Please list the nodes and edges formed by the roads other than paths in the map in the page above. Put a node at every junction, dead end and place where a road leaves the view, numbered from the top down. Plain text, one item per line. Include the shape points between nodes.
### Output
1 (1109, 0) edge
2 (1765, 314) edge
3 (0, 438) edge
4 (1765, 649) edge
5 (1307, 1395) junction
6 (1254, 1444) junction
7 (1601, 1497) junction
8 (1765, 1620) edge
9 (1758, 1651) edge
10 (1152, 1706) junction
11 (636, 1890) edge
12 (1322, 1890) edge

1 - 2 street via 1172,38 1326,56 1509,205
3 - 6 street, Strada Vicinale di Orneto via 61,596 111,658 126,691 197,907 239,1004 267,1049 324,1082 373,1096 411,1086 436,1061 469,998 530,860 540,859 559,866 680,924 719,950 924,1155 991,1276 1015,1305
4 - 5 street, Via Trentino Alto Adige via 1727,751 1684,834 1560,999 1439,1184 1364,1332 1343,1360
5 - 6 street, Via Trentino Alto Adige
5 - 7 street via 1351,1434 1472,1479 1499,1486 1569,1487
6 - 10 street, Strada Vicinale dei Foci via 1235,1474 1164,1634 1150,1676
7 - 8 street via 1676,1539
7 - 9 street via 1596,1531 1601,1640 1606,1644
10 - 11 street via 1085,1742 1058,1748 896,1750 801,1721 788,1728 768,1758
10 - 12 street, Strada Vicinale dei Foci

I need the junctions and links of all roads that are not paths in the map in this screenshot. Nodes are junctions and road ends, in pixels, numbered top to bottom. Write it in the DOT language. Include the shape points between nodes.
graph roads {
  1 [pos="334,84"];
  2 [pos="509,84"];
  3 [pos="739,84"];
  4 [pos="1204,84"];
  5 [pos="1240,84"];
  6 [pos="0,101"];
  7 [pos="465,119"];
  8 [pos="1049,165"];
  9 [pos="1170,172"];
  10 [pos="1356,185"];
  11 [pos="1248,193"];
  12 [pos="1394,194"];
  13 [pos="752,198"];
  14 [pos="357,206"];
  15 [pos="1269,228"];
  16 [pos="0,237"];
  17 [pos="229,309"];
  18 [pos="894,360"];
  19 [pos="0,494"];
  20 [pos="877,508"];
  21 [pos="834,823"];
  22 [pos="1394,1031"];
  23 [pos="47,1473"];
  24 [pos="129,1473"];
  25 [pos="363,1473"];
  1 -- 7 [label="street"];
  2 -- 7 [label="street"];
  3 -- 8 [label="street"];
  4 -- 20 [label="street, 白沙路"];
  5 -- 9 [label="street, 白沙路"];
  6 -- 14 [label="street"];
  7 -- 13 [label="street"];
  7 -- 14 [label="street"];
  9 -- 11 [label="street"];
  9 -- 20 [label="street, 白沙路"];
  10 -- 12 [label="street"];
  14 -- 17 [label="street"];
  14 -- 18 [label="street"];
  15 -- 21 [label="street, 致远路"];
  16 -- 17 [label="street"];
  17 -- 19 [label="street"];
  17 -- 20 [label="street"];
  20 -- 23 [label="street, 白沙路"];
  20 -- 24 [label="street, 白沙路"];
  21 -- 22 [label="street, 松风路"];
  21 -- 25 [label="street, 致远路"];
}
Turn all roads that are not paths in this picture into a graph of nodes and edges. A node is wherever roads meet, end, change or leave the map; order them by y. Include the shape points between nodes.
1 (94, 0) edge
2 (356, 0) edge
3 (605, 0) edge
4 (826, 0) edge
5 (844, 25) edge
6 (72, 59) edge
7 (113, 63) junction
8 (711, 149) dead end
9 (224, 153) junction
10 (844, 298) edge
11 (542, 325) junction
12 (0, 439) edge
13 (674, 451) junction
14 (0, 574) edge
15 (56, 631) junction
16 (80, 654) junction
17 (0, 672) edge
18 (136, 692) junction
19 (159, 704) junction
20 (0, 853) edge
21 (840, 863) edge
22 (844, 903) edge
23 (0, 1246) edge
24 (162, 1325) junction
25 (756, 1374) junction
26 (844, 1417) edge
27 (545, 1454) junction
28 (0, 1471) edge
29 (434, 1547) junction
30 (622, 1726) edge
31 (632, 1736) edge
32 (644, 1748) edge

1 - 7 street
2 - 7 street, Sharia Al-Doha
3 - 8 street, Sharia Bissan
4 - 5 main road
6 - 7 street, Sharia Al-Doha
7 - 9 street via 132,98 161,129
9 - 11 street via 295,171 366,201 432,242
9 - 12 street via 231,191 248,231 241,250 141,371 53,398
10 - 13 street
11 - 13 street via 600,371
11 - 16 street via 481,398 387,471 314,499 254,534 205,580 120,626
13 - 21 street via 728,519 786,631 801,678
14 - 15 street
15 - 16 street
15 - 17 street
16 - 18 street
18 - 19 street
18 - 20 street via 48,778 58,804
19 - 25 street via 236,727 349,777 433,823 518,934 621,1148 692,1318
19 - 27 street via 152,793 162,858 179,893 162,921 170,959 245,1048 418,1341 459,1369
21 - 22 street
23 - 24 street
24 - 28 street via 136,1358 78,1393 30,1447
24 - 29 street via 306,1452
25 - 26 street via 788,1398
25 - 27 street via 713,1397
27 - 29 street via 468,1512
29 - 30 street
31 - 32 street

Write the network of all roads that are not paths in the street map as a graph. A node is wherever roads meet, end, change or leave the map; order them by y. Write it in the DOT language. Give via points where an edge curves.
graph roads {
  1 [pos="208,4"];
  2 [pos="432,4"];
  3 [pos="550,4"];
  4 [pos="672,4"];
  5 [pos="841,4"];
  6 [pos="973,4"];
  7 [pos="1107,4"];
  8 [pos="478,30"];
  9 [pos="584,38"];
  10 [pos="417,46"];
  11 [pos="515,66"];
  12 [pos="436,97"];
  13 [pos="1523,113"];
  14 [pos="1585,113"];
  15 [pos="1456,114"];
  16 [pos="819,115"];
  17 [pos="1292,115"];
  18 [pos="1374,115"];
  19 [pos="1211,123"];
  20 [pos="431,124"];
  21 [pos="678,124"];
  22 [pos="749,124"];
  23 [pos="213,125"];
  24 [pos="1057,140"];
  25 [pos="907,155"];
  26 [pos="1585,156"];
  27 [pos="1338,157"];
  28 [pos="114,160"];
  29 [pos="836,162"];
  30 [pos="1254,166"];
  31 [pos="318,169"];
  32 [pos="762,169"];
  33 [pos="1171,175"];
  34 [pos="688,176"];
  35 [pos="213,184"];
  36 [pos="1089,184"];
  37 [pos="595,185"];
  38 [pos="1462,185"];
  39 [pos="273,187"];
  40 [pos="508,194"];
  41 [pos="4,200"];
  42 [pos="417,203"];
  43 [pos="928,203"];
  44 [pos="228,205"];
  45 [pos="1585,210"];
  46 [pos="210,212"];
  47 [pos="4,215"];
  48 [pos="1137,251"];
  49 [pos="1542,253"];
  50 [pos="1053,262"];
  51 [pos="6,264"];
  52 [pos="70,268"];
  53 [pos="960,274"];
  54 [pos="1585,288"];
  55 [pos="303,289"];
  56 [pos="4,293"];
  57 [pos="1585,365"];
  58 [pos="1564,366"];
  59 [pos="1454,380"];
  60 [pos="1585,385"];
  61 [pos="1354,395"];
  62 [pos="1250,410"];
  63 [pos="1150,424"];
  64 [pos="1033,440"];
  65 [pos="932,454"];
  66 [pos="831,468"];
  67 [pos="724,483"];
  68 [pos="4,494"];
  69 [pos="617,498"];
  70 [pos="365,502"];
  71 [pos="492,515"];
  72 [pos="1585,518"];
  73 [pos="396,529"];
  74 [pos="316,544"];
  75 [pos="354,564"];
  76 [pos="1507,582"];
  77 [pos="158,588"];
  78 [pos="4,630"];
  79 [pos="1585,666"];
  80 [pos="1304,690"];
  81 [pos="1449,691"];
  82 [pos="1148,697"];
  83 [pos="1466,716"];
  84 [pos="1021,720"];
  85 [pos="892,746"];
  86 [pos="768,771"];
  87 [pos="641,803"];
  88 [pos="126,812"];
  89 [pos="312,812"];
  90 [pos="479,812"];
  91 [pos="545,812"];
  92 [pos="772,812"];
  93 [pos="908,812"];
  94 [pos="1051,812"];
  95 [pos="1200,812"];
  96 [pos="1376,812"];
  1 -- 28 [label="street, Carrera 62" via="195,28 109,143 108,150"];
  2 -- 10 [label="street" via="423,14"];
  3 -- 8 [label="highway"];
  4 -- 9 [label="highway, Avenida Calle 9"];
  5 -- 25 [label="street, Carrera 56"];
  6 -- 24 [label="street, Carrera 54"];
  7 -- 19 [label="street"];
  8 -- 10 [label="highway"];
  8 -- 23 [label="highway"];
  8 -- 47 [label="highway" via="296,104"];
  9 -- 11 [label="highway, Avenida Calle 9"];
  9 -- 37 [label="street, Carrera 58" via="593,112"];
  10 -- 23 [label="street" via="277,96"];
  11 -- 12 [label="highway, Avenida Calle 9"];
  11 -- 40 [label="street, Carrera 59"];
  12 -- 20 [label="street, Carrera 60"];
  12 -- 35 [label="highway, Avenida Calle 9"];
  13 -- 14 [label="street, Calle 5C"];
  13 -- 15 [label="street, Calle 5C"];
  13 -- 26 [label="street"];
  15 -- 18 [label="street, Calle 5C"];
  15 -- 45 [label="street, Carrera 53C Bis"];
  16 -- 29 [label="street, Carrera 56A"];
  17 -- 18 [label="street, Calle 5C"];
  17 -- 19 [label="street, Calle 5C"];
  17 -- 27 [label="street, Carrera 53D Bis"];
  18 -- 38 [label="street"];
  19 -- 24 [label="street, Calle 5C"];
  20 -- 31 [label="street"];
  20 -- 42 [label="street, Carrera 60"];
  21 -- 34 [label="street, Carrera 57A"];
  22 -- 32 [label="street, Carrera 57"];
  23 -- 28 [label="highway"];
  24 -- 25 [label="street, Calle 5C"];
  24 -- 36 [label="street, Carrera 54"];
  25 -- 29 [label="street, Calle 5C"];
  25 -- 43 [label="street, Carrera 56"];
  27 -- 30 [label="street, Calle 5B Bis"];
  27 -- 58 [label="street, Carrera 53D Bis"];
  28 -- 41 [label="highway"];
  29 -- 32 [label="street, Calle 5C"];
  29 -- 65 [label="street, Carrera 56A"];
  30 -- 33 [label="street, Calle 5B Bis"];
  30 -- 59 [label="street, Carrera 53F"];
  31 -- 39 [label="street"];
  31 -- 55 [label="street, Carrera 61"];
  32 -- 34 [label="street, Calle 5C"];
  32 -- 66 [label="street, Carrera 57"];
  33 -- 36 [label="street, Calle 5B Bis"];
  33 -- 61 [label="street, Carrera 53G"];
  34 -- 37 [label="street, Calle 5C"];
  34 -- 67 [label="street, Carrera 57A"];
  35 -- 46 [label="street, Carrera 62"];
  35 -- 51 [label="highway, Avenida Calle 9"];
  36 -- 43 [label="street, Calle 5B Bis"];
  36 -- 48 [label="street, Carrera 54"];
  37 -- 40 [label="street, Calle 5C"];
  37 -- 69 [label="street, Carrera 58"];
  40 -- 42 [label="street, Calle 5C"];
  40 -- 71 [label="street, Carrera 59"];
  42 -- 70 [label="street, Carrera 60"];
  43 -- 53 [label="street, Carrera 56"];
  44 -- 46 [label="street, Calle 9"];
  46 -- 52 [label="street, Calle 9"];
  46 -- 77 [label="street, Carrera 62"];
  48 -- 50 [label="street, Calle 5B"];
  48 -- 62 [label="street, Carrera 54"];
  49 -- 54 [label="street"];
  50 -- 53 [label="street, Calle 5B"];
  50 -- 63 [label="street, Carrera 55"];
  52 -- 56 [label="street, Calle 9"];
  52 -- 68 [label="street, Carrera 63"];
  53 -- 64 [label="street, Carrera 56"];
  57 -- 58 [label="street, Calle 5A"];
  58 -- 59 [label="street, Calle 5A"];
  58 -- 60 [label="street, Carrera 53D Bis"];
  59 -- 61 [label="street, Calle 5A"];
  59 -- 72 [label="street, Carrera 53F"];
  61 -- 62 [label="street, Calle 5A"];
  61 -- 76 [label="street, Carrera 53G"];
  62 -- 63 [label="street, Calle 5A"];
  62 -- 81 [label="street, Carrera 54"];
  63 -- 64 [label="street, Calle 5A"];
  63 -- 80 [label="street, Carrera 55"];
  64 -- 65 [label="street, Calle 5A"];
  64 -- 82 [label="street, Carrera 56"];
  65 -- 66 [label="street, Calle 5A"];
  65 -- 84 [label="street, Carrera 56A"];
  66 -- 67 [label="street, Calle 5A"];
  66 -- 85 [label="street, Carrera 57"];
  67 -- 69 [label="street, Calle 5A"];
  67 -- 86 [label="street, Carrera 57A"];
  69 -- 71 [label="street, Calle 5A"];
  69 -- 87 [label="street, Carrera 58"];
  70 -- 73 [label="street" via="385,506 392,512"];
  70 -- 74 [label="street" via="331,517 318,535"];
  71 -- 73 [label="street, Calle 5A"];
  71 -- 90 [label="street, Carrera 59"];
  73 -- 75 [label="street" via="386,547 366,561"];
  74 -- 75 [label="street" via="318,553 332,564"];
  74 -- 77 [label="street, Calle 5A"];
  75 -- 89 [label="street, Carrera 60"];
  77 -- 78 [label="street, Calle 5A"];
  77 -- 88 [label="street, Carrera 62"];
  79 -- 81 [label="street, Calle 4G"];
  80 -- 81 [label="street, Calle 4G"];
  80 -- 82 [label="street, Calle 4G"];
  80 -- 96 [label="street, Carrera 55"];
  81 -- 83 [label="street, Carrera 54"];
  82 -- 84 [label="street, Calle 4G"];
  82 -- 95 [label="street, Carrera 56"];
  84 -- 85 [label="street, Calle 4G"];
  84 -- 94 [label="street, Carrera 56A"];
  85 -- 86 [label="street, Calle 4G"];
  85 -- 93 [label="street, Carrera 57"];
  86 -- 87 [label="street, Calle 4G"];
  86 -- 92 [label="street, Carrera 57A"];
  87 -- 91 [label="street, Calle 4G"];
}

_TO DO_
Lines holding the string "Strada" must be copied out of the entries above.

_THE COMPLETED TASK_
3 - 6 street, Strada Vicinale di Orneto via 61,596 111,658 126,691 197,907 239,1004 267,1049 324,1082 373,1096 411,1086 436,1061 469,998 530,860 540,859 559,866 680,924 719,950 924,1155 991,1276 1015,1305
6 - 10 street, Strada Vicinale dei Foci via 1235,1474 1164,1634 1150,1676
10 - 12 street, Strada Vicinale dei Foci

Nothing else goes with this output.